Re: Encouraging canonical serializations of datatypes in RDF

On Tue, Jul 31, 2012 at 11:31 AM, David Booth <david@dbooth.org> wrote:
> To enable RDF from one system to be more easily compared with RDF from
> another system, it would be helpful if the serialization of datatyped
> literals were encouraged to be in a canonical form that would enable
> simple string comparison to be used instead of requiring a comparator
> that understands the semantics of each datatype.

L2V mapping is not an optional part of RDF. The specifics of
D-entailment may be optionally applied, but the ability to do Lexical
to Value mapping is core to RDF.

>
> A particular case in point: xsd:datetime.
>
>   "2012-07-31T17:16:00+01:00"^^xsd:dateTime
>
> represents the same point in time as
>
>   "2012-07-31T16:16:00Z"^^xsd:dateTime

No, it doesn't. This is a common misunderstanding regarding date
times. The time zone is NOT a meaningless value. xsd:dateTime happily
gets this right in the timezoneCanonicalFragmentMap
http://www.w3.org/TR/xmlschema11-2/#f-tzCanFragMap

>
> but the strings are not the same.  This could be avoided by encouraging
> a canonical serialization such as dateTimeStamp
> http://www.w3.org/TR/xmlschema11-2/#dateTimeStamp
> in which the timezoneFrag is required to be "Z".  (I've just filed a
> bugzilla report on XML Datatypes to ask for such a canonicalization
> https://www.w3.org/Bugs/Public/show_bug.cgi?id=18452
> because there doesn't seem to be one defined currently.)
>
> How forcefully such canonicalization should be encouraged is a matter
> for debate.  I do not think it should be a "MUST".  "SHOULD" would be
> fine, as there are good reasons why someone may want to generate
> non-canonical literals.  But it may also be good enough to just put an
> editorial note in the spec saying that "RDF generators are encouraged to
> generate literals in a standard, canonical form that allows simple
> string comparison to test for equality and greater-than/less-than when
> possible".

I would object to either MUST or SHOULD. In may systems preserving the
original lexical form is an important feature.
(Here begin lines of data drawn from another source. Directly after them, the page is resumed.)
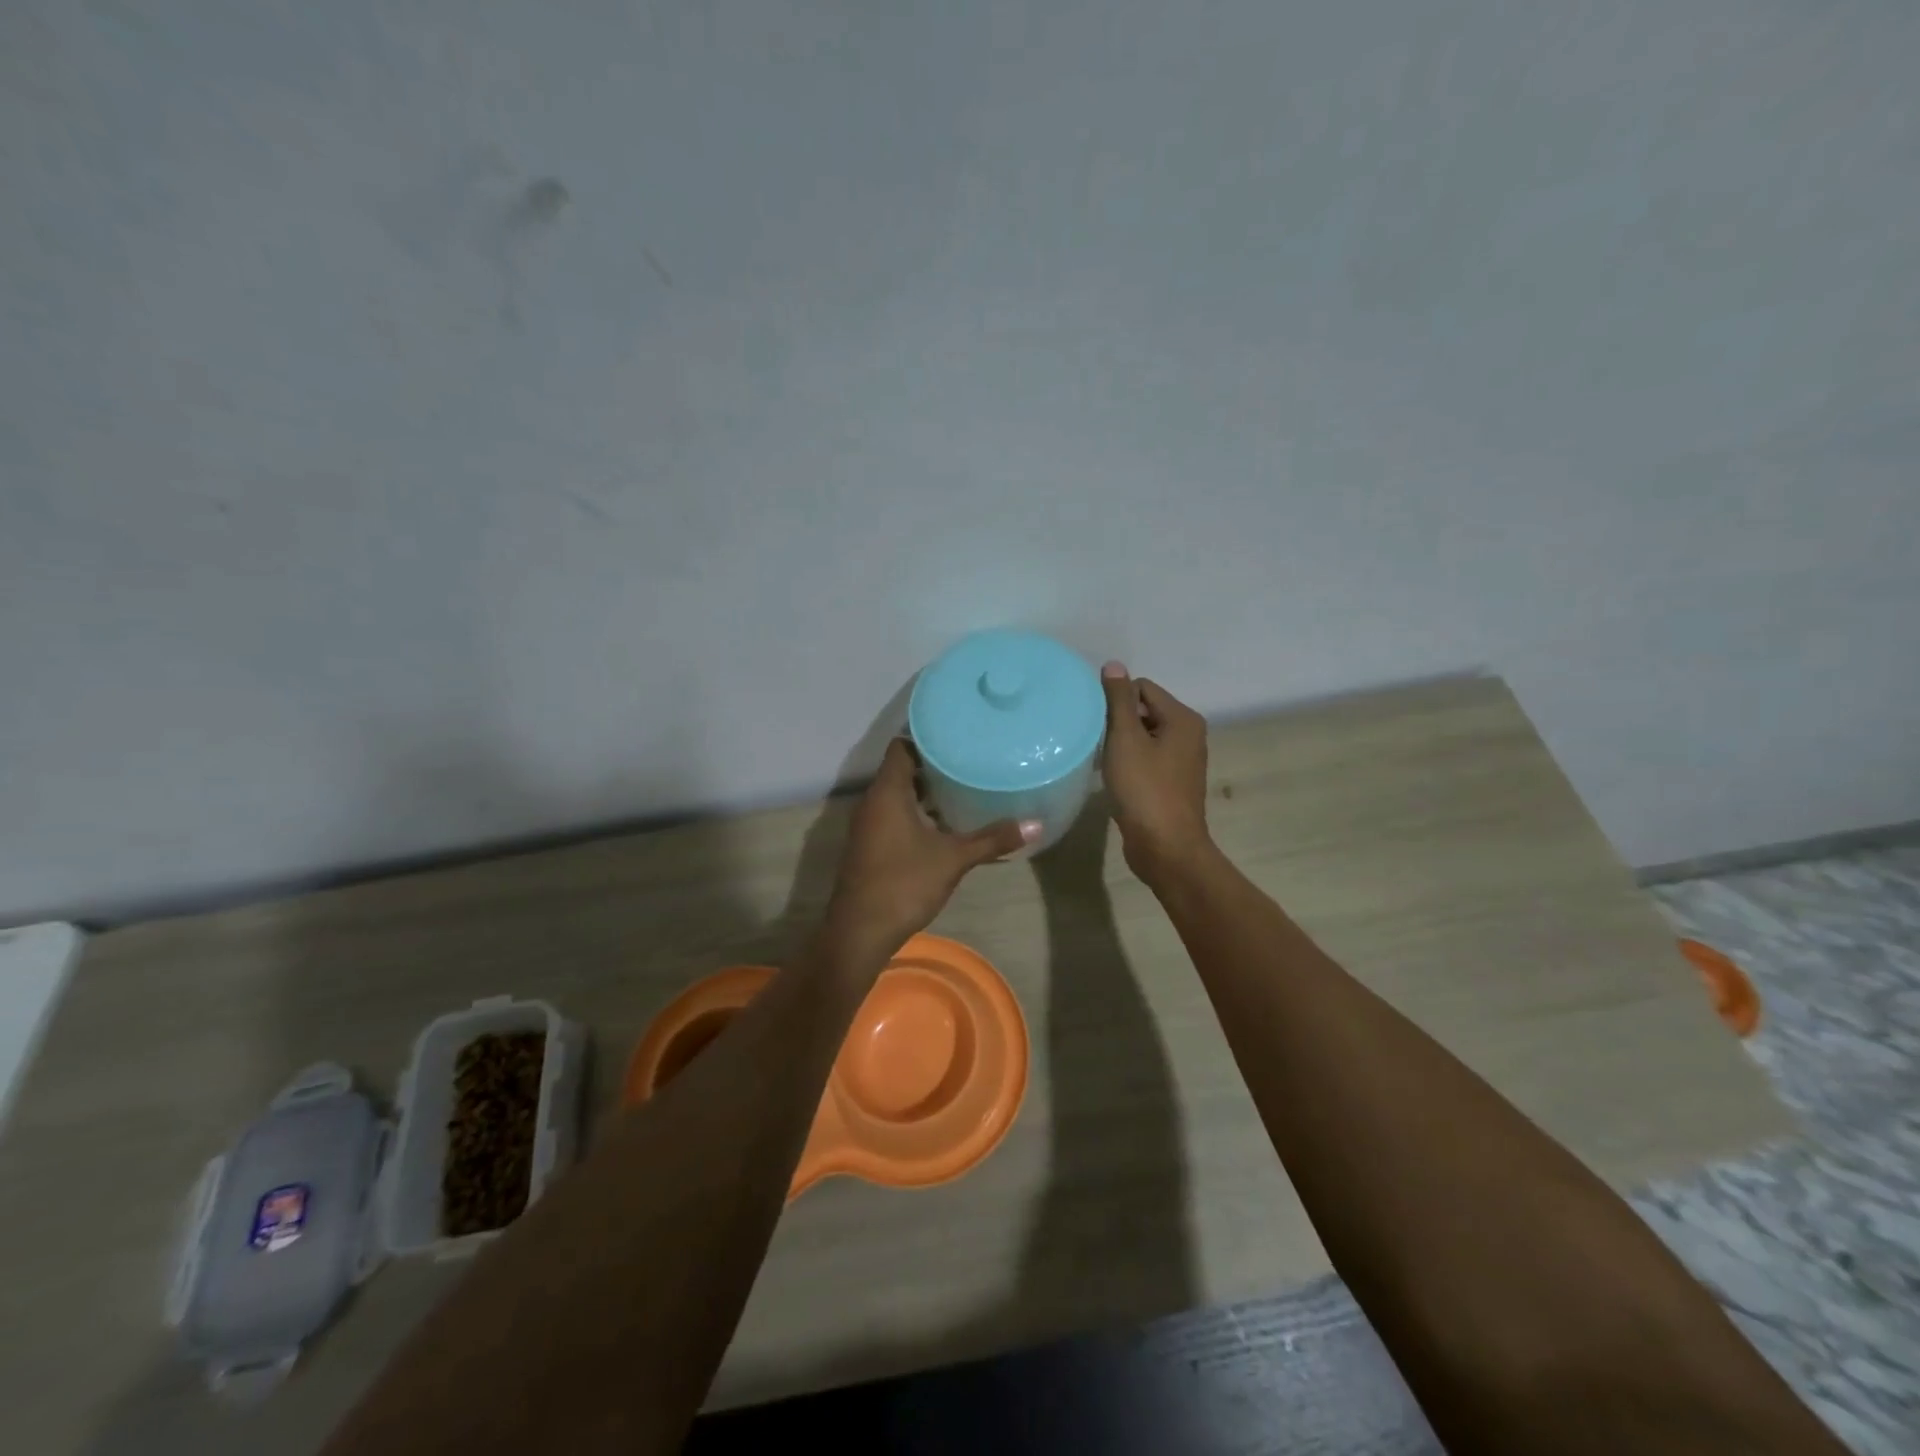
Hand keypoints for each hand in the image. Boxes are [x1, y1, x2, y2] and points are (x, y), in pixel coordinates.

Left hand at [825, 739, 1036, 955]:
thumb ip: (992, 839)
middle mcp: (873, 802)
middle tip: (969, 762)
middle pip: (901, 770)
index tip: (956, 737)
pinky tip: (945, 826)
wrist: (860, 932)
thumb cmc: (904, 884)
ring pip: (898, 796)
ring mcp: (868, 826)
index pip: (902, 746)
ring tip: (963, 789)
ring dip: (925, 793)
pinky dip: (916, 814)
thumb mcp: (954, 859)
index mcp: (887, 793)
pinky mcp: (870, 846)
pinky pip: (894, 817)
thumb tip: (1037, 824)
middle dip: (933, 766)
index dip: (926, 738)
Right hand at [1099, 661, 1212, 883]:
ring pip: (1143, 737)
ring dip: (1121, 745)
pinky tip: (1113, 778)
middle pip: (1143, 711)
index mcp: (1182, 719)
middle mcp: (1188, 735)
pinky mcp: (1171, 783)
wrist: (1166, 848)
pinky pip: (1146, 760)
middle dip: (1117, 722)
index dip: (1115, 701)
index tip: (1096, 723)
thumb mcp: (1126, 739)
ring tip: (1102, 760)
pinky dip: (1129, 764)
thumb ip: (1118, 700)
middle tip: (1096, 742)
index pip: (1141, 688)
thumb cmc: (1145, 789)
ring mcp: (1182, 761)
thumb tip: (1114, 665)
RDF does this well
today and clearly defines lexical space as separate from value space.

The current working group direction is try and specify a canonical
serialization of both a single triple and possibly of a graph as
specific form of N-Triples. Cononicalization doesn't stop with just
datatypes. This should serve the use cases that require
canonicalization well. If there is a specific use case the current WG
direction won't serve please send it along.

--Gavin

>
>
> --
> David Booth, Ph.D.
> http://dbooth.org/
>
> Opinions expressed herein are those of the author and do not necessarily
> reflect those of his employer.
>
>

Received on Tuesday, 31 July 2012 19:57:32 UTC